Audio in NDI®#

Dynamic Range#

When sending or receiving audio in NDI®, it’s important to understand the dynamic range that the library works with.

Audio samples are passed as 32-bit floating point values, but they are not necessarily normalized to +/- 1.0. Instead, a sine wave at 2.0 peak-to-peak is considered to be at +4 dBu.

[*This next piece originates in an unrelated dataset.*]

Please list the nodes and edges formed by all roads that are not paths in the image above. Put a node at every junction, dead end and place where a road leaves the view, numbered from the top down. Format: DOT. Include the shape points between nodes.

The following table explains the relationship between the different scales:

Audio Reference Scales#

dBu

dBVU

dBFS (SMPTE)

dBFS (EBU)

NDI Amplitude

+24 dB

+20 dB

0 dB

10.0

+18 dB

+14 dB

-6 dB

0 dB

\(10 ^{14/20} \approx 5.01\)

+4 dB

0 dB

-20 dB

-14 dB

1.0

-16 dB

-20 dB

-40 dB

-34 dB

0.1

See also

NDI Audio Frames for more information on audio frames in NDI®.

Why It Matters#

That same waveform (amplitude of +/- 1.0) will be -20 dBFS (SMPTE) and -14 dBFS (EBU).

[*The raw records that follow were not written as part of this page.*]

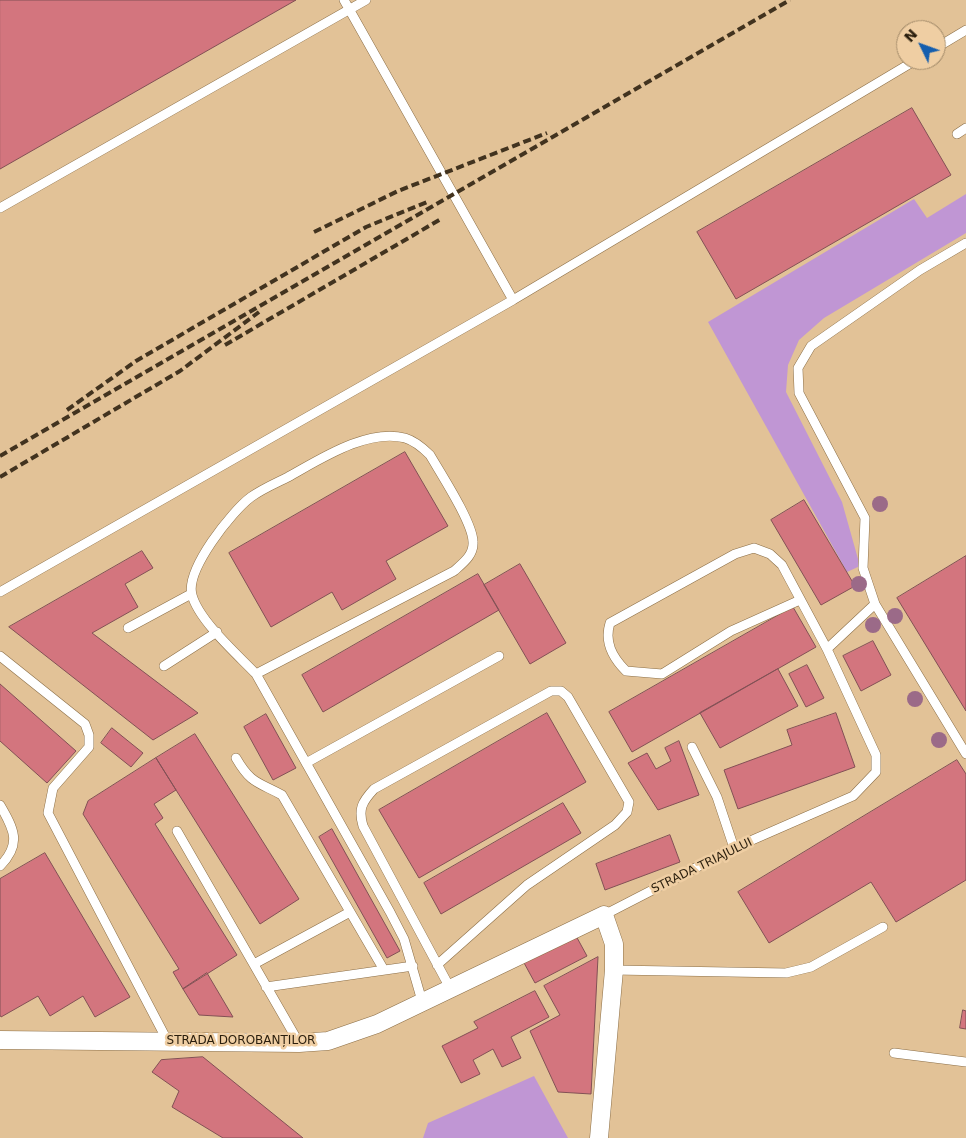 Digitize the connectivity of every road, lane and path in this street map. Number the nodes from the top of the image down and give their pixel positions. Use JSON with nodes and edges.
{"nodes":[{"id":1,"x":344,"y":0,"type":"edge"},
{"id":2,"x":366,"y":0,"type":"edge"},
{"id":3,"x":350,"y":9,"type":"junction"},
{"id":4,"x":966,"y":30,"type":"edge"},
{"id":5,"x":946,"y":42,"type":"edge"},
{"id":6,"x":899,"y":70,"type":"edge"},
{"id":7,"x":966,"y":128,"type":"edge"},
{"id":8,"x":956,"y":134,"type":"dead end"},
{"id":9,"x":0,"y":208,"type":"edge"},
{"id":10,"x":966,"y":243,"type":"edge"},
{"id":11,"x":513,"y":300,"type":"junction"},
{"id":12,"x":0,"y":592,"type":"edge"},
{"id":13,"x":191,"y":594,"type":"junction"},
{"id":14,"x":800,"y":600,"type":"junction"},
{"id":15,"x":875,"y":604,"type":"junction"},
{"id":16,"x":128,"y":628,"type":"dead end"},
{"id":17,"x":217,"y":632,"type":"junction"},
{"id":18,"x":827,"y":648,"type":"junction"},
{"id":19,"x":0,"y":656,"type":"edge"},
{"id":20,"x":499,"y":656,"type":"dead end"},
{"id":21,"x":164,"y":666,"type":"dead end"},
{"id":22,"x":256,"y":674,"type":"junction"},
{"id":23,"x":692,"y":747,"type":"dead end"},
{"id":24,"x":966,"y":754,"type":"edge"},
{"id":25,"x":236,"y":758,"type":"dead end"},
{"id":26,"x":306,"y":763,"type":"junction"},
{"id":27,"x":0,"y":805,"type":"edge"},
{"id":28,"x":177,"y":831,"type":"dead end"},
{"id":29,"x":734,"y":848,"type":"junction"},
{"id":30,"x":0,"y":866,"type":"edge"},
{"id":31,"x":350,"y":912,"type":"junction"},
{"id":32,"x":604,"y":915,"type":"junction"},
{"id":33,"x":883,"y":927,"type":"dead end"},
{"id":34,"x":254,"y":964,"type":"junction"},
{"id":35,"x":437,"y":965,"type":"junction"},
{"id":36,"x":413,"y":966,"type":"junction"},
{"id":37,"x":384,"y":970,"type":"junction"},
{"id":38,"x":614,"y":970,"type":"junction"},
{"id":39,"x":266,"y":987,"type":"junction"},
{"id":40,"x":450,"y":988,"type":"junction"},
{"id":41,"x":422,"y":1001,"type":"junction"},
{"id":42,"x":0,"y":1040,"type":"edge"},
{"id":43,"x":167,"y":1040,"type":"junction"},
{"id":44,"x":299,"y":1043,"type":"junction"},
{"id":45,"x":894,"y":1053,"type":"dead end"},
{"id":46,"x":966,"y":1062,"type":"edge"},
{"id":47,"x":599,"y":1138,"type":"edge"}],
"edges":[{"from":1,"to":3,"type":"lane"},
{"from":2,"to":3,"type":"lane"},
{"from":3,"to":9,"type":"lane"},
{"from":3,"to":11,"type":"lane"},
{"from":4,"to":5,"type":"lane"},
{"from":6,"to":11,"type":"lane"},
{"from":7,"to":8,"type":"lane"},
{"from":10,"to":15,"type":"lane"},
{"from":11,"to":12,"type":"lane"},
{"from":13,"to":16,"type":"lane"},
{"from":13,"to":17,"type":"lane"},
{"from":13,"to":22,"type":"lane"},
{"from":14,"to":14,"type":"lane","name":"STRADA TRIAJULUI"},
{"from":14,"to":18,"type":"lane","name":"STRADA TRIAJULUI"},
{"from":15,"to":18,"type":"lane"},
{"from":15,"to":24,"type":"lane"},
{"from":17,"to":21,"type":"lane"},
{"from":17,"to":22,"type":"lane"},
{"from":18,"to":29,"type":"lane","name":"STRADA TRIAJULUI"},
{"from":19,"to":43,"type":"lane"},
{"from":20,"to":26,"type":"lane"},
{"from":22,"to":26,"type":"lane"},
{"from":23,"to":29,"type":"lane"},
{"from":25,"to":31,"type":"lane"},
{"from":26,"to":36,"type":"lane"},
{"from":27,"to":30,"type":"lane"},
{"from":28,"to":34,"type":"lane"},
{"from":29,"to":32,"type":"lane","name":"STRADA TRIAJULUI"},
{"from":31,"to":34,"type":"lane"},
{"from":31,"to":37,"type":"lane"},
{"from":32,"to":38,"type":"street"},
{"from":32,"to":40,"type":"street","name":"STRADA DOROBANȚILOR"},
{"from":33,"to":38,"type":"lane"},
{"from":34,"to":39,"type":"lane"},
{"from":35,"to":35,"type":"lane"},
{"from":35,"to":40,"type":"lane"},
{"from":36,"to":37,"type":"lane"},
{"from":36,"to":41,"type":"lane"},
{"from":37,"to":39,"type":"lane"},
{"from":38,"to":47,"type":"street"},
{"from":39,"to":44,"type":"lane"},
{"from":40,"to":41,"type":"street","name":"STRADA DOROBANȚILOR"},
{"from":41,"to":44,"type":"street","name":"STRADA DOROBANȚILOR"},
{"from":42,"to":43,"type":"street","name":"STRADA DOROBANȚILOR"},
{"from":43,"to":44,"type":"street","name":"STRADA DOROBANȚILOR"},
{"from":45,"to":46,"type":"lane"}]}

We can then see that, in the SMPTE scale:

\[0\text{ dBFS} = +24\text{ dBu} = +20\text {dBVU}\]

giving the amplitude \(A_{fs}\) as:

\[A_{fs} = 10 ^{20/20} = 10.0\]

If you simply pass a wavefile in 32-bit float format into NDI®, it will be 20 dB lower than expected. Conversely, if you are receiving audio from NDI®, the audio will be 20 dB higher than expected (ouch)!

How to Handle It#

Starting with cyndilib v0.0.8, scaling audio samples to/from NDI® can be done automatically by the AudioFrame, but its reference level must be set appropriately.

By default, it is set to dBVU so no scaling is done to maintain backwards-compatibility [1].

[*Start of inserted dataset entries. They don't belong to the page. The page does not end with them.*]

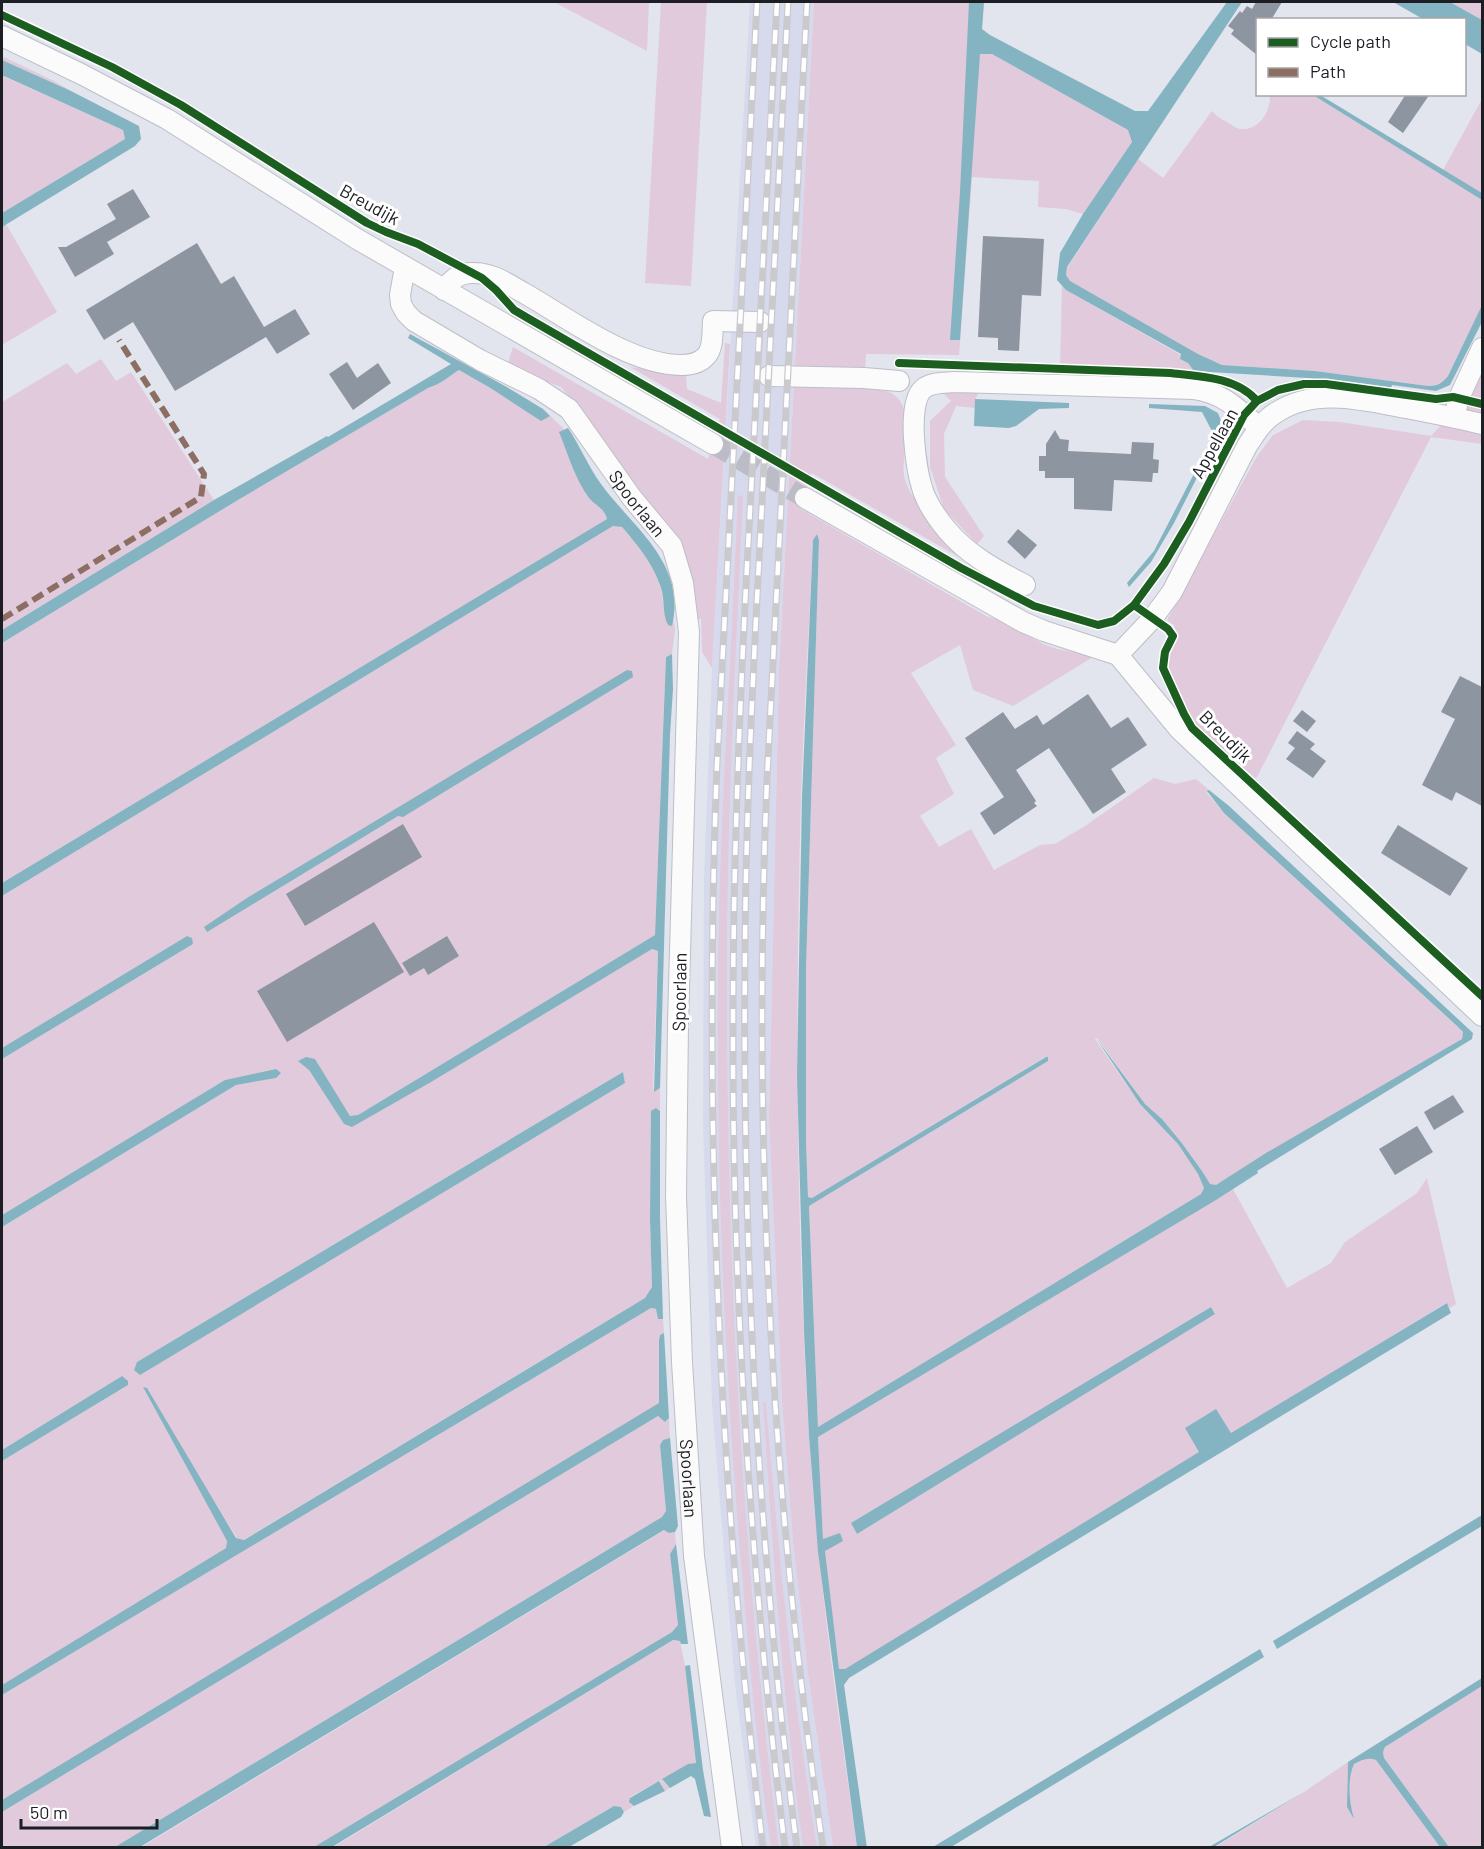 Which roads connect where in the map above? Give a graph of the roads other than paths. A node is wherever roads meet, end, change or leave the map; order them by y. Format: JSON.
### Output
{"nodes":[{"id":1,"x":2,"y":36,"type":"edge"},
{"id":2,"x":405,"y":267,"type":"junction"},
{"id":3,"x":444,"y":290,"type":"junction"},
{"id":4,"x":760,"y":322,"type":"dead end"},
{"id":5,"x":1482,"y":348,"type":"edge"},
{"id":6,"x":768,"y":376,"type":"dead end"},
{"id":7,"x":921,"y":392,"type":"junction"},
{"id":8,"x":1454,"y":417,"type":"junction"},
{"id":9,"x":1482,"y":424,"type":"edge"},
{"id":10,"x":1259,"y":427,"type":"junction"},
{"id":11,"x":713,"y":444,"type":"tunnel mouth"},
{"id":12,"x":805,"y":498,"type":"tunnel mouth"},
{"id":13,"x":1025,"y":585,"type":"dead end"},
{"id":14,"x":1119,"y":655,"type":"junction"},
{"id":15,"x":1482,"y":1016,"type":"edge"},
{"id":16,"x":732,"y":1848,"type":"edge"}],
"edges":[{"from":1,"to":2,"type":"street","name":"Breudijk"},
{"from":2,"to":3,"type":"street","name":"Breudijk"},
{"from":2,"to":16,"type":"street","name":"Spoorlaan"},
{"from":3,"to":4,"type":"street"},
{"from":3,"to":11,"type":"street","name":"Breudijk"},
{"from":5,"to":8,"type":"street"},
{"from":6,"to":7,"type":"street"},
{"from":7,"to":10,"type":"street"},
{"from":7,"to":13,"type":"street"},
{"from":8,"to":9,"type":"street","name":"Appellaan"},
{"from":8,"to":10,"type":"street","name":"Appellaan"},
{"from":10,"to":14,"type":"street","name":"Appellaan"},
{"from":12,"to":14,"type":"street"},
{"from":14,"to":15,"type":"street","name":"Breudijk"}]}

To send or receive normalized audio, set the reference level to dBFS_smpte.

>>> from cyndilib import AudioReference, AudioSendFrame, AudioFrameSync
>>> send_frame = AudioSendFrame()
>>> send_frame.reference_level = AudioReference.dBFS_smpte
>>> # Now send_frame can be filled with normalized audio samples
>>> # and they will be scaled up by 20 dB (10x amplitude) when sent.
>>> recv_frame = AudioFrameSync()
>>> recv_frame.reference_level = AudioReference.dBFS_smpte
>>> # Now recv_frame will provide normalized audio samples
>>> # by scaling down the received samples by 20 dB (0.1x amplitude).